Due anni dopo, nasce la Commissione parlamentare di vigilanza, organismo incaricato di vigilare sull’indipendenza politica e l’obiettività informativa delle radiodiffusioni. E qui, casca l’asino: indipendenza politica e obiettività dell’informazione. Perché attribuire a molti presidenti della Tv di Stato la propria impronta politica, soprattutto nella cosiddetta Seconda Repubblica, è lapalissiana. E sarebbe, è lo è, più che ipocrita pensare diversamente, dato che al settimo piano non si arriva per concorso ma per un via libera dal parlamento. Non a caso ad ogni nuovo governo, riparte il giro di valzer. Si chiama lottizzazione, e a questa pratica si stanno voluttuosamente dedicando anche i due partiti di governo, il Movimento 5 Stelle e la Lega. Il metodo è quello di sempre, anche in tempi di governo del cambiamento. Il punto semmai è cosa fa un presidente arrivato a settimo piano.

Nell’elenco dei predecessori di Foa, ci sono nomi che non hanno lasciato traccia, o quasi. Tanto meno quelli che si sono insediati per sei giorni (Paolo Mieli che di fatto rifiuta la designazione), o “Consiglieri anziani” che subentrano per qualche settimana o qualche mese in supplenza del presidente dimissionario. A Vittorio Emiliani, ad esempio, sono bastati sei giorni di presidenza (16 febbraio- 22 febbraio 2002) per trovare l’ispirazione per un suo libro che pubblicherà in seguito e dall’eloquente titolo: “Affondate la Rai”. Meno di un anno è durata la presidenza di Antonio Baldassarre (5 marzo 2002- 26 febbraio 2003). Indimenticabile l’amicizia definita “filiale” dagli interessati che legò la giovane soubrette, Francesca D’Auria, a Baldassarre. In molti ironizzarono, il manager ancora ai vertici rispose: “Francesca è il mio angelo custode, la figlia che non ho mai avuto”.

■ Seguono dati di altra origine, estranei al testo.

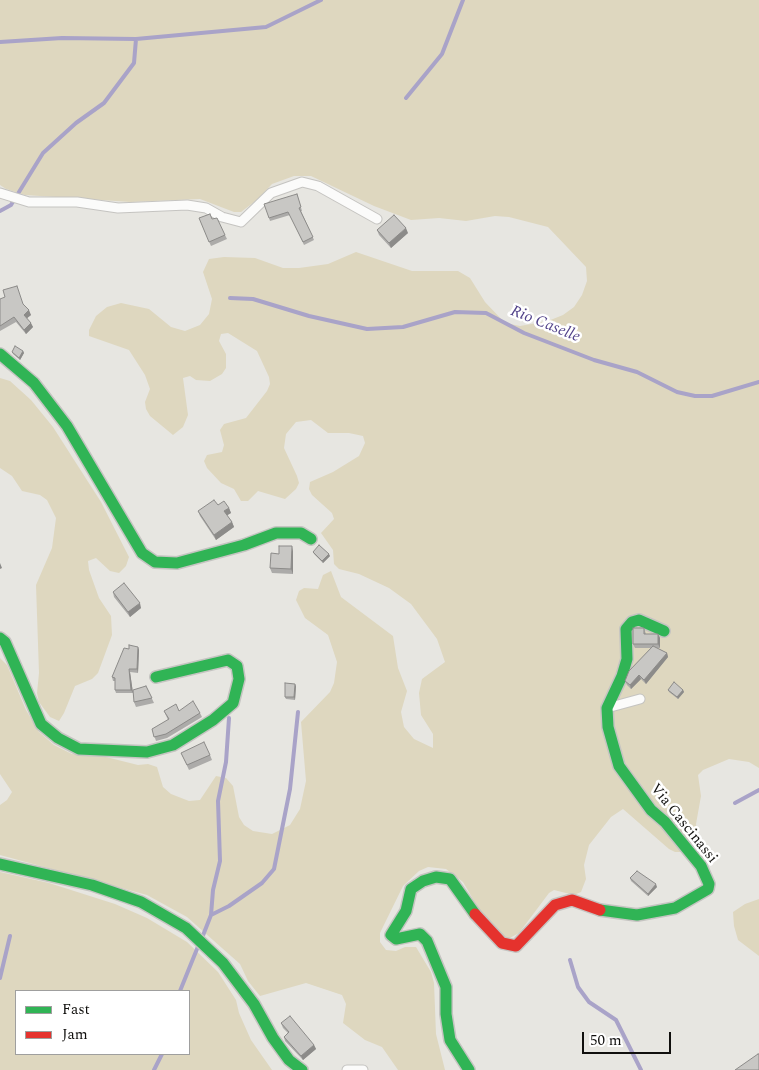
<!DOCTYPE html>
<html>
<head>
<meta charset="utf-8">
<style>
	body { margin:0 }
	#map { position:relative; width:759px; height:1070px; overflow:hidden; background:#e7e6e1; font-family:Spectral,serif }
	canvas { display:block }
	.legend { position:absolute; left:15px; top:990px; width:175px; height:65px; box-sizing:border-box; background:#fff; border:1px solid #9f9f9e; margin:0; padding:6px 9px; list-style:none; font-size:15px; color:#100f0d }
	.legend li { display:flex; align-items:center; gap:10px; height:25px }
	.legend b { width:25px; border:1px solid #9f9f9e }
	.scale { position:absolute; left:582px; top:1032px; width:89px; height:22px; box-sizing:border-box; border:2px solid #100f0d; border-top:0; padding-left:6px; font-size:15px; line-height:18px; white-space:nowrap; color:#100f0d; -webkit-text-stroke:4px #fff; paint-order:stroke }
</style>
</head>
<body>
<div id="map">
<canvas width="759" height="1070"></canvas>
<ul class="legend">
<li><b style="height:6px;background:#30b455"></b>Fast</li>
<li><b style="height:6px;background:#e5322d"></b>Jam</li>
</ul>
<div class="scale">50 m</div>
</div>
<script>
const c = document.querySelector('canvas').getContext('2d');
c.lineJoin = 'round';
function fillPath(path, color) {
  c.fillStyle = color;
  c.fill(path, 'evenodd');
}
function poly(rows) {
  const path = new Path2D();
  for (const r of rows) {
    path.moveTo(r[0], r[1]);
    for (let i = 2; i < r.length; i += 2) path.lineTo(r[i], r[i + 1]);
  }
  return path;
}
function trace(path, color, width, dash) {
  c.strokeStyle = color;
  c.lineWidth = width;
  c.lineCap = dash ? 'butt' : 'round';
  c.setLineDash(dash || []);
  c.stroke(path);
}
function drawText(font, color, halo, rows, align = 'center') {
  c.font = font + ' Spectral,serif';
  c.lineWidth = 5;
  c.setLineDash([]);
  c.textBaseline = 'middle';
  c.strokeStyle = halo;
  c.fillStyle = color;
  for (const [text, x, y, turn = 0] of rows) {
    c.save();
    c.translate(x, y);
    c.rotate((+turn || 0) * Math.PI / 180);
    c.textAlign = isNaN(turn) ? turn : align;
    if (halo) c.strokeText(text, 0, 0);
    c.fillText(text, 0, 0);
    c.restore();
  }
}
const green = poly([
	[0,0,759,0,759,768,749,762,729,759,703,770,698,775,701,796,696,824,697,837,681,852,675,852,669,849,623,809,611,817,589,845,584,865,586,879,581,892,574,895,554,890,549,893,519,933,506,940,484,918,463,882,446,869,428,867,419,871,403,886,380,933,380,942,386,950,396,951,405,947,416,947,431,972,434,983,436,1034,445,1070,398,1070,382,1047,365,1040,343,1023,346,1004,342,995,306,983,260,996,248,981,240,964,187,917,147,895,0,855,0,805,7,800,12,792,0,774,0,658,7,665,26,710,39,732,54,745,72,754,102,756,138,765,148,764,157,767,163,787,171,794,189,801,200,800,216,776,226,778,233,786,239,817,244,825,253,831,272,834,290,825,300,809,306,781,301,722,330,692,334,683,337,662,328,635,305,618,296,600,299,591,304,588,318,589,323,575,331,571,341,597,393,636,398,668,407,691,401,712,404,727,414,739,433,748,433,734,421,715,419,693,422,679,445,662,437,639,411,604,389,588,359,574,339,569,334,564,333,550,321,533,334,519,332,513,312,495,309,489,310,482,333,472,359,456,365,443,363,436,349,433,328,433,311,420,296,422,286,434,284,448,297,476,299,483,296,489,285,499,258,491,248,501,241,501,234,489,221,483,207,468,204,461,207,455,222,452,224,445,220,430,224,424,246,418,267,391,270,384,269,377,257,351,228,333,221,334,219,341,226,354,226,368,222,374,210,381,196,380,190,376,183,378,188,415,183,427,173,435,150,416,146,409,145,402,150,389,145,375,129,350,89,336,89,330,96,316,107,307,121,303,149,309,171,327,185,331,200,325,209,314,212,299,203,272,209,259,224,257,255,258,283,268,299,268,328,264,356,252,412,271,458,271,470,278,485,302,505,323,520,326,548,321,563,315,574,307,582,295,587,281,586,267,548,227,509,217,495,216,466,221,439,218,411,220,374,206,311,176,294,176,272,184,258,199,241,212,234,212,200,199,131,202,25,195,6,189,0,185],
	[0,378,10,381,31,400,53,427,101,502,129,557,126,566,119,573,110,571,96,558,88,561,89,570,99,598,111,616,112,635,98,673,92,679,75,686,64,713,59,721,50,717,39,702,37,693,39,673,36,585,52,548,56,518,47,500,40,495,22,491,12,476,0,468],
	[0,872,49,883,115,904,147,918,187,942,218,972,236,1000,239,1013,251,1040,272,1070,0,1070],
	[16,991,189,991,189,1054,16,1054],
	[759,899,759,956,738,940,734,926,733,912,745,904]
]);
const stream = poly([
	[0,42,62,38,136,39,266,27,321,0],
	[406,98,442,54,463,0],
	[0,211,11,205,43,153,76,123,104,103,134,63,136,39],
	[230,298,253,299,309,316,367,329,403,327,455,312,486,313,524,333,594,360,637,372,677,392,695,396,712,396,759,382],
	[735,803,759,790],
	[211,915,213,890,220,861,218,801,226,762,229,718],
	[202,938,211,915,229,906,262,883,274,869,290,789,298,712],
	[570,960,578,987,589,1002,616,1020,641,1070],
	[0,978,10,936],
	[180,991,199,944],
	[154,1070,162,1054]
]);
const street = poly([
	[0,193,29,202,77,202,118,208,187,205,206,208,222,217,241,222,271,193,302,182,318,186,377,219],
	[607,708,640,699],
	[347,1070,363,1070]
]);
const fast = poly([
	[0,354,34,383,67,426,142,553,155,562,177,563,244,545,276,533,301,533,311,539],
	[0,638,5,642,41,724,58,738,79,749,147,752,173,745,213,720,233,703,239,679,237,666,228,660,156,677],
	[0,864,92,885,141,902,186,928,223,963,254,1004,273,1038,289,1060,302,1070],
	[600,910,637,915,675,908,708,889,709,884,701,866,665,822,651,810,619,766,608,727,607,708,622,676,627,659,626,629,632,622,639,620,664,631],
	[469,1070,450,1040,446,1014,446,987,427,941,420,934,396,939,391,935,406,911,411,889,423,881,436,877,450,879,475,914]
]);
const jam = poly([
	[475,914,502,943,516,946,555,905,572,900,600,910]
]);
const wall = poly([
	[297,194,302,211,301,211,314,240,304,245,290,215,270,221,269,218],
	[199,218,212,219,225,235,227,239,211,246],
	[377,230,408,233,391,248,379,235],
	[0,299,23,304,31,315,27,318,33,327,26,334,16,322,0,331],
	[23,351,24,353,20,360,13,354,12,352],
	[229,508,231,513,227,515,232,522,234,527,216,540,200,516,198,511],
	[293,551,293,574,272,573,270,568,279,554],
	[313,552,330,556,323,563,314,554],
	[113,592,141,608,130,617,114,597],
	[644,628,646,634,658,634,660,638,660,648,657,648,667,653,668,657,646,684,641,679,631,689,627,685,625,681,651,648,635,648,633,644],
	[138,647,139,650,138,673,130,672,133,693,116,693,115,690,115,681,113,681,112,677,129,649],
	[146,686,154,703,136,707,134,702],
	[296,686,295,700,286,699,285,697],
	[668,690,683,690,684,692,678,699,669,692],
	[164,711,179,711,200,713,202,717,167,738,156,741,152,729,168,720],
	[181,753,210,755,212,760,189,770],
	[630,878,657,887,648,896,631,881],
	[281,1023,314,1045,316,1049,303,1060,285,1041,284,1037,288,1033,283,1028]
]);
const shadedWall = poly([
	[406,228,408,233,391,248,389,243],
	[29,310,31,315,26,319,24,315],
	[31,323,33,327,26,334,24,330],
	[23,351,24,353,20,360,19,358],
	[229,508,231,513,226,516,224,511],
	[232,522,234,527,216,540,214,535],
	[292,546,293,551,293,574,291,569],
	[329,554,330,556,323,563,322,561],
	[0,563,2,568,0,569],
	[140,603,141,608,130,617,128,612],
	[658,634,660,638,660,648,658,644],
	[138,647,139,650,138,673,137,669],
	[667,653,668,657,646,684,644,680],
	[129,669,130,672,133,693,131,690],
	[639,675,641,679,631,689,630,685],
	[295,684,296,686,295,700,294,697],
	[683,690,684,692,678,699,677,697],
	[656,884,657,887,648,896,648,894],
	[314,1045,316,1049,303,1060,301,1056]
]);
const building = poly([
	[297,194,301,207,299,208,313,237,303,242,288,212,269,218,264,204,297,194],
	[210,214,212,219,217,218,225,235,209,242,199,218,210,214],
	[394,215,406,228,389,243,377,230,394,215],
	[17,286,23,304,29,310,24,315,31,323,24,330,14,317,0,326,0,299,5,297,3,290,17,286],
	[15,346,23,351,19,358,12,352,15,346],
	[214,500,218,505,224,501,229,508,224,511,232,522,214,535,198,511,214,500],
	[319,545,329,554,322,561,313,552,319,545],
	[279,546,292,546,291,569,270,568,271,553,279,554,279,546],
	[124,583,140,603,128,612,113,592,124,583],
	[633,628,644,628,644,634,658,634,658,644,633,644,633,628],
	[129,645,138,647,137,669,129,669,131,690,115,690,115,678,112,677,124,648,129,649,129,645],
	[653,646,667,653,644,680,639,675,630,685,625,681,629,671,653,646],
	[674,682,683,690,677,697,668,690,674,682],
	[285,683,295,684,294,697,285,697,285,683],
	[146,686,152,698,134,702,133,690,146,686],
	[193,701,200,713,166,734,154,737,152,729,169,719,164,711,176,704,179,711,193,701],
	[204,742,210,755,187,765,181,753,204,742],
	[637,871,656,884,648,894,630,878,637,871],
	[290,1016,314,1045,301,1056,284,1037,289,1032,281,1023,290,1016],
	[758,1054,759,1054,759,1070,735,1070,758,1054]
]);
const streetNames = [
	["Via Cascinassi",683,824,51]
];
const waterNames = [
	["Rio Caselle",545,325,22]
];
fillPath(green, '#ded7bf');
trace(stream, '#a9a3c8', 4);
trace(street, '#c5c4c1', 11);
trace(fast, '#c5c4c1', 14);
trace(jam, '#c5c4c1', 14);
trace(street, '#fbfbfa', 9);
trace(fast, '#30b455', 11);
trace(jam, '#e5322d', 11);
fillPath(wall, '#acaba9');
fillPath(shadedWall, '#8c8b89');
fillPath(building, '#c8c7c4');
trace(building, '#8c8b89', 1);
drawText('15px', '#100f0d', '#fff', streetNames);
drawText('italic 16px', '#52438a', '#fff', waterNames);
</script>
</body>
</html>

Un segno, Anna Maria Tarantola (8 giugno 2012 – 5 agosto 2015), invece, l’ho lasciato. Convinta del suo impegno per la moralizzazione della Rai e di essere paladina delle donne viste dalla tv solo come “oggetto”, portò a chiudere Miss Italia. E a proposito di donne, la prima a ricoprire l’incarico di presidente è stata Maria Letizia Brichetto Arnaboldi in Moratti (13 luglio 1994 – 24 aprile 1996). Giova ricordare come, Walter Pedullà (19 febbraio 1992 – 13 luglio 1993) tratteggia lo spirito che regnava nella tv di Stato, prima della sua presidenza: “Nell’ 87, di fronte alla necessità di stringere attorno alla Rai il massimo di solidarietà, politica e partitica, per controbattere la concorrenza della Fininvest, l’informazione della Rai si tripartisce tra Dc, Psi e Pci”, una situazione poi degenerata fino “all’attuale crisi irreversibile”. A oggi, non è cambiato nulla, se non i protagonisti.